Since my department is one of those ball-and-chain jobs where someone has to answer the 0800-number at all times (not to mention that if our department closes, everything closes), you can see how this goes: out of the 20 of us, a whopping 3 got to go. Whoop-de-doo.

So yes, I would have liked to try some archery and tai chi, though my balance is kinda shitty and even stretching hurts (also, do I even own a pair of sneakers?). I don't think that the people organizing this thing really understand that hey, there are departments that cannot just close up for a day and leave the work for the next day. If they really wanted everyone to be able to participate, they should have arranged for two separate days.
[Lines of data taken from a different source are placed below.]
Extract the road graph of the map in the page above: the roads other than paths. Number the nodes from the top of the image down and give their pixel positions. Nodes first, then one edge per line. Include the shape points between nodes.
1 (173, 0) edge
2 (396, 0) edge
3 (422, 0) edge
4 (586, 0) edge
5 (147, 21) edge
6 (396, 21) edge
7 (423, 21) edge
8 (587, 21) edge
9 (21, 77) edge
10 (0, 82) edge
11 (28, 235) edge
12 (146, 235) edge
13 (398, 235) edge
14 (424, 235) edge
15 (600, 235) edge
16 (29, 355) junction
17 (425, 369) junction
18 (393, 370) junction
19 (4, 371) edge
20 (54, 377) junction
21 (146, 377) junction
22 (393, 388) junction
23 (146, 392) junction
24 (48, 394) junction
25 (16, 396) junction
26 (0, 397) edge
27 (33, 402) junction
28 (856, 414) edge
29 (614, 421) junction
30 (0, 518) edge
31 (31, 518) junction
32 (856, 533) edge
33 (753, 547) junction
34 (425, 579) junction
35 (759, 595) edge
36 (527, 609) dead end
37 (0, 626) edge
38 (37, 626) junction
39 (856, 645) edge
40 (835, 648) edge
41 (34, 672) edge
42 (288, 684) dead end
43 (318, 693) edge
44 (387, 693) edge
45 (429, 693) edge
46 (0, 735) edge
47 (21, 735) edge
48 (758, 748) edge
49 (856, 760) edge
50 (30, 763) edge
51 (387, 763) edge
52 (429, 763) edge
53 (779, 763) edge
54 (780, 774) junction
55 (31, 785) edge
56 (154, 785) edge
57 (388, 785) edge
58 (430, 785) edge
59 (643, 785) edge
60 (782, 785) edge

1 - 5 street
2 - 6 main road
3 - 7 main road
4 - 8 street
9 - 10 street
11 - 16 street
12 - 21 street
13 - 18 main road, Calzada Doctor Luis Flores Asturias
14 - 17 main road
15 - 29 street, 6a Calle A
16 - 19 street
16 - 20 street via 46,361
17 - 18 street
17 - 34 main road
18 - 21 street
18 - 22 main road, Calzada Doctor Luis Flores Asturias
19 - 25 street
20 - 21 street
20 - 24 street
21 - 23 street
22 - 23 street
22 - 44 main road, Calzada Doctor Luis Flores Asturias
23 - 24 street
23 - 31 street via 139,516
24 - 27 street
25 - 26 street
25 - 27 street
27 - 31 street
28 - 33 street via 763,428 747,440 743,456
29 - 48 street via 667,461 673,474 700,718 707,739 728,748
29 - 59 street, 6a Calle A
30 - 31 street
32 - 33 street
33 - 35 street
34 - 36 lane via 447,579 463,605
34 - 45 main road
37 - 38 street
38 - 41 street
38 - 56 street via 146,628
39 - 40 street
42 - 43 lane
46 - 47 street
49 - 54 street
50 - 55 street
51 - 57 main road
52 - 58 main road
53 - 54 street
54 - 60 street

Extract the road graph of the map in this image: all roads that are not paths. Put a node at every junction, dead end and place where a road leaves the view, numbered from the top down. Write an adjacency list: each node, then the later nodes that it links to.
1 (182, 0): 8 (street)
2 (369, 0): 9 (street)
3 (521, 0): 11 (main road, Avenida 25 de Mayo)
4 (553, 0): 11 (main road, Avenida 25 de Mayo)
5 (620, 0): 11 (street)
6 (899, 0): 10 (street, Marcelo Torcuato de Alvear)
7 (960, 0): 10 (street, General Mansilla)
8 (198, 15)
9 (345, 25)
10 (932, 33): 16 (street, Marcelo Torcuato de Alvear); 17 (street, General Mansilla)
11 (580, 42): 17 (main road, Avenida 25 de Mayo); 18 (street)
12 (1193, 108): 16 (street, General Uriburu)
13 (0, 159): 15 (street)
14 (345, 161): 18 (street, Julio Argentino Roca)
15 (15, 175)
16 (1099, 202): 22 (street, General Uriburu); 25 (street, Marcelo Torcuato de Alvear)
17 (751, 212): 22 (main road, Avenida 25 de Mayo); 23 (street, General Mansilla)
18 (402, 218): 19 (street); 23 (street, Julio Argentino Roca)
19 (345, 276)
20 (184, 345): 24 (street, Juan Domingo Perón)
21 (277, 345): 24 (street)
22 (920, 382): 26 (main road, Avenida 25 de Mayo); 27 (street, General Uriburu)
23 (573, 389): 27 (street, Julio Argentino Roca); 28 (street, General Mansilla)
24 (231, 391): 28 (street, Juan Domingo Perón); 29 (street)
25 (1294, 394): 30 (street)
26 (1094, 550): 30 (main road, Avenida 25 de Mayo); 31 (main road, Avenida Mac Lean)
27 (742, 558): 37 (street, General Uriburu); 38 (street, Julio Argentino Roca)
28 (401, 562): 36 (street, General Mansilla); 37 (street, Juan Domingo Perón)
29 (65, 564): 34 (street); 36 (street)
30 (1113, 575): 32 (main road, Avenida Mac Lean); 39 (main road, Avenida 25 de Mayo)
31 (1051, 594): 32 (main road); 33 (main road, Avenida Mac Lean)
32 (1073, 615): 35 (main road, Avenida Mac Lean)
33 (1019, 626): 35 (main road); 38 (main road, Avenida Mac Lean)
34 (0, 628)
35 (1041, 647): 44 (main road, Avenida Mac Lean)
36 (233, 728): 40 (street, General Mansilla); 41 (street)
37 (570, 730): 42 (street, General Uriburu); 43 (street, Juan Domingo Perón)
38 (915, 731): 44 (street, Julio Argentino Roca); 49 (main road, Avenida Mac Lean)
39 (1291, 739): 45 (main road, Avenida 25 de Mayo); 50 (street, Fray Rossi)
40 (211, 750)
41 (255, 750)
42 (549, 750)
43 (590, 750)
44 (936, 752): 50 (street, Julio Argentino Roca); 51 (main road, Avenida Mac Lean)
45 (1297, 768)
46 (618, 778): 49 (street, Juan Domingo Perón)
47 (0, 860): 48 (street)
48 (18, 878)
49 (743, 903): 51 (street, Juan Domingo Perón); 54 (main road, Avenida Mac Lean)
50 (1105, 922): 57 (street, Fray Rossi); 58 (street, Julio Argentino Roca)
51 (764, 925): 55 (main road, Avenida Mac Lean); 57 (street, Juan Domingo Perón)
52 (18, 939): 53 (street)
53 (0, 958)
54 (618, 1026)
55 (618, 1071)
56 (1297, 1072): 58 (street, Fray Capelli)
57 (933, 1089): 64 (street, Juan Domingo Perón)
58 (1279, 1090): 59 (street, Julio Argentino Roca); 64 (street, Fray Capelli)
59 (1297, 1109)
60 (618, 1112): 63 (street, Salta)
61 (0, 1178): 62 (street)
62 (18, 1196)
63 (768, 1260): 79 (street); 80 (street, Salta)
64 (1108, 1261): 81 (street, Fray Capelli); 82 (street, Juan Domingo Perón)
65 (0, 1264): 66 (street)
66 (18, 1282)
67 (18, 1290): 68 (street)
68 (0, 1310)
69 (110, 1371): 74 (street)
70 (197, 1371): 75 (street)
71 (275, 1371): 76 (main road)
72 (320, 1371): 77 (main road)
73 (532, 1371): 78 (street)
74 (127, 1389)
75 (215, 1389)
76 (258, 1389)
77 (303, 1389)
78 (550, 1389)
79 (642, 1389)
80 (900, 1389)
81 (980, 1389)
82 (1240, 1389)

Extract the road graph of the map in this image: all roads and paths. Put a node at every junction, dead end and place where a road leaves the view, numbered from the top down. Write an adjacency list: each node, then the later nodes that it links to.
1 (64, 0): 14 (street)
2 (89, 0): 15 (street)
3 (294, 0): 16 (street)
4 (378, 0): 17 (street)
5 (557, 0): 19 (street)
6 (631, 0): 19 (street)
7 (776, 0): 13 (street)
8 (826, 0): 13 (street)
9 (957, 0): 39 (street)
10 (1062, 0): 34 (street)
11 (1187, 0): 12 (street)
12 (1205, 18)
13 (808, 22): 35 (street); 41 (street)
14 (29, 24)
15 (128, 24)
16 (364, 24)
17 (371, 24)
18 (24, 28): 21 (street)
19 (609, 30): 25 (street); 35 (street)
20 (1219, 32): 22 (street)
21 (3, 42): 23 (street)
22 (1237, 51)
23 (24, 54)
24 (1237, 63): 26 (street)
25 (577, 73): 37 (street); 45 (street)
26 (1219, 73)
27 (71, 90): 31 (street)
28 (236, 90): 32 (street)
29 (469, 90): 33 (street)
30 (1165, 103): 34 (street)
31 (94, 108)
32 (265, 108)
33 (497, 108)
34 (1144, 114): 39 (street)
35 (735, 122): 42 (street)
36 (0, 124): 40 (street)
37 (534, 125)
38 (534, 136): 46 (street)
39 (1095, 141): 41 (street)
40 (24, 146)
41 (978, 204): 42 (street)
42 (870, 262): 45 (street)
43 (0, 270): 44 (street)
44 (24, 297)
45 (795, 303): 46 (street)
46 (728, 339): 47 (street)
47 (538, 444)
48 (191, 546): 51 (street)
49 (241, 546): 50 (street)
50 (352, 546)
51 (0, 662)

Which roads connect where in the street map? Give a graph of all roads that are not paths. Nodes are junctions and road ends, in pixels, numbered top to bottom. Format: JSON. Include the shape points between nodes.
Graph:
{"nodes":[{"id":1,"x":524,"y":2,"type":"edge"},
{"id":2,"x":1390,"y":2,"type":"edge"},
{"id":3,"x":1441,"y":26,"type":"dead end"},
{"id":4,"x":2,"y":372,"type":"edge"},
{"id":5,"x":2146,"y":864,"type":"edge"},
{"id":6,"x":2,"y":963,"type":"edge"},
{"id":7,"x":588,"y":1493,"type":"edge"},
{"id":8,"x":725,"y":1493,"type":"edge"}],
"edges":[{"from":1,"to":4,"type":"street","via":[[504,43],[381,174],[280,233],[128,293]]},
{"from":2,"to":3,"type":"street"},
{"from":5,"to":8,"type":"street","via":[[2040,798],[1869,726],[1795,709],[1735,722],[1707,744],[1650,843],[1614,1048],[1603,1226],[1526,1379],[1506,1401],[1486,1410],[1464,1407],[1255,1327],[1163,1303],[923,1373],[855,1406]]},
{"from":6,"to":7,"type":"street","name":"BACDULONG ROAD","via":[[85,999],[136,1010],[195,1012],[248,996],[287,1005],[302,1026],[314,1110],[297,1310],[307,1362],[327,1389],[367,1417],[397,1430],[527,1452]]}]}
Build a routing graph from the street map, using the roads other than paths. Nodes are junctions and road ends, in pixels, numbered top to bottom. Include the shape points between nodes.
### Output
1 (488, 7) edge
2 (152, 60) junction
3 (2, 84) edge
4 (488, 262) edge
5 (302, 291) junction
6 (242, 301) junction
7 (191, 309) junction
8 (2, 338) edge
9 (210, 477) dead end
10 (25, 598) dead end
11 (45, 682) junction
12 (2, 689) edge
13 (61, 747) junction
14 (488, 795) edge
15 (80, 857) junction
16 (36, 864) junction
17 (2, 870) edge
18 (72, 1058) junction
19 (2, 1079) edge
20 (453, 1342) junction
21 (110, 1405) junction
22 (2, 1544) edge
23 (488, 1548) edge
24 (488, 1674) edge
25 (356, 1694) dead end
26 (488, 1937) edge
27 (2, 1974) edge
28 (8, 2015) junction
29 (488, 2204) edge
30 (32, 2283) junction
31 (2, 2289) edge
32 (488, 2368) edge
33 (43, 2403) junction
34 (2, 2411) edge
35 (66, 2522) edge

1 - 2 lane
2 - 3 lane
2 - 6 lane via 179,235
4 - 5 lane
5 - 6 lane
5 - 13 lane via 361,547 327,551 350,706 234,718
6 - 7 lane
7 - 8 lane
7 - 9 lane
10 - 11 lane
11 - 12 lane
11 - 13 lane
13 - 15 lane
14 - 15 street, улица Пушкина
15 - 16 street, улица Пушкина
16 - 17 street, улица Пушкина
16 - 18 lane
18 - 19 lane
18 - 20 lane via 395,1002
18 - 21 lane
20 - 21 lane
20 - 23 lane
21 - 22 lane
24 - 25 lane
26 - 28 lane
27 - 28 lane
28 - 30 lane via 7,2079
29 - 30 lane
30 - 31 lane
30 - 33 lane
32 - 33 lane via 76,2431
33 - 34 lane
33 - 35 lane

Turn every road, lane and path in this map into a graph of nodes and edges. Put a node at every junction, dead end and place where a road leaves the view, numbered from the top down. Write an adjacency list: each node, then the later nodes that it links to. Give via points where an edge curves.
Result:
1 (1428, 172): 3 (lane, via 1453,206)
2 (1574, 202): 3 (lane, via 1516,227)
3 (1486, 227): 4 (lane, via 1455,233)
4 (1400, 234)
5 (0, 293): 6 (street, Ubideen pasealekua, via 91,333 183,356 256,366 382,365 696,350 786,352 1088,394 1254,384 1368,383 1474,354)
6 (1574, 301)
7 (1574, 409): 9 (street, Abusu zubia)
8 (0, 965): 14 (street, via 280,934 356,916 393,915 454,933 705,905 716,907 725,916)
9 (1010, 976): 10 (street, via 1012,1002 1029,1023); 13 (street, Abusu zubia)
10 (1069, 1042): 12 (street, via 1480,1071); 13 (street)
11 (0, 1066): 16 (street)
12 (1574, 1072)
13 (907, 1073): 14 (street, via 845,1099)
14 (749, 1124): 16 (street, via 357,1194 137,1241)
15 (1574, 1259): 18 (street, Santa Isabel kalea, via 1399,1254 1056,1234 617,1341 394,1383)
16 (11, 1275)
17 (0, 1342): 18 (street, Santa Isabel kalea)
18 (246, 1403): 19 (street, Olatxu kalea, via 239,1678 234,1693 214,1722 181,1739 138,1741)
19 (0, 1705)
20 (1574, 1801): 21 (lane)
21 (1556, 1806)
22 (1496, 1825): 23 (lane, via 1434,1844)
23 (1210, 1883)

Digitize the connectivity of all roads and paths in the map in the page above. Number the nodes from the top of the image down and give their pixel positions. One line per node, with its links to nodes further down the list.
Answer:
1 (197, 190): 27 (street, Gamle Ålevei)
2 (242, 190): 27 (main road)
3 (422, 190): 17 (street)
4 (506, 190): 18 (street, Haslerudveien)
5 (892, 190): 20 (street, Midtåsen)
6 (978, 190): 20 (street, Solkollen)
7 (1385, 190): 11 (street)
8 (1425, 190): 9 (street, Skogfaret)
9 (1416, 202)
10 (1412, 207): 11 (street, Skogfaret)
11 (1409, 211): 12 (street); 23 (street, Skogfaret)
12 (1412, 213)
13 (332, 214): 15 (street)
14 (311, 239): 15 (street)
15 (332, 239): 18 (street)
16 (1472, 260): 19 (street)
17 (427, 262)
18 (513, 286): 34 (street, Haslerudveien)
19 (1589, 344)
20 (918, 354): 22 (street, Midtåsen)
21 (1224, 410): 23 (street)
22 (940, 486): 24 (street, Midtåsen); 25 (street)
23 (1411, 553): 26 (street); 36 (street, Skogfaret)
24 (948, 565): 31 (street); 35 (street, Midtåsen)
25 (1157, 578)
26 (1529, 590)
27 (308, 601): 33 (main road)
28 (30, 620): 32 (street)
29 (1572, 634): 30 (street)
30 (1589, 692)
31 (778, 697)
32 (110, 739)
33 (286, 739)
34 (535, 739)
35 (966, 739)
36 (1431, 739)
And now I'll stop ranting. For a while ;)

Date: 2008-06-10 11:47 am (UTC)
ext_141: (Default)
From: [identity profile] emmuzka.livejournal.com
Wow, that was thoughtless. And, your boss should have noticed right away that there was no back-up planned for your department. (but think about the possibilities for an illegal strike! If all of you would get sick at the same time.. ;))

Date: 2008-06-11 02:37 pm (UTC)
From: [identity profile] tvillingar.livejournal.com
Bah, our boss found out about the sports day with the same email as we did, the department that planned the whole thing just doesn't seem to live in the same reality as the rest of us (there are about 350 people at the head office).

Also, I seem to own a pair of sneakers ;)

Date: 2008-06-10 04:27 pm (UTC)
From: [identity profile] anckyria.livejournal.com
In-fucking-credibly poor planning, that.

Date: 2008-06-11 02:38 pm (UTC)
From: [identity profile] tvillingar.livejournal.com
We thought so, too.

/sends sympathy

Date: 2008-06-10 06:56 pm (UTC)
From: [identity profile] dlasta.livejournal.com
Well, poo.

One would assume that a little less rigorous exercise would be available for the people who are there to just have fun and like to avoid sweating.

Yay for the vodka tonic. Sometimes alcohol is just good for you.

Date: 2008-06-11 08:38 pm (UTC)
From: [identity profile] 2ndbs.livejournal.com
I so totally understand. Even if I did not feel exactly that way school, it was sometimes quite close. Finland is definitely NOT a land of dignity for fat people.

My last team meeting was actually nice: professional poker players taught us how to play texas hold'em and we had a mini-tournament and drinks. Department recreation day was GPS navigation in an island with some tasks. Only thing you could not avoid was walking but it was quite ok anyway, fresh air, no hurry and stuff.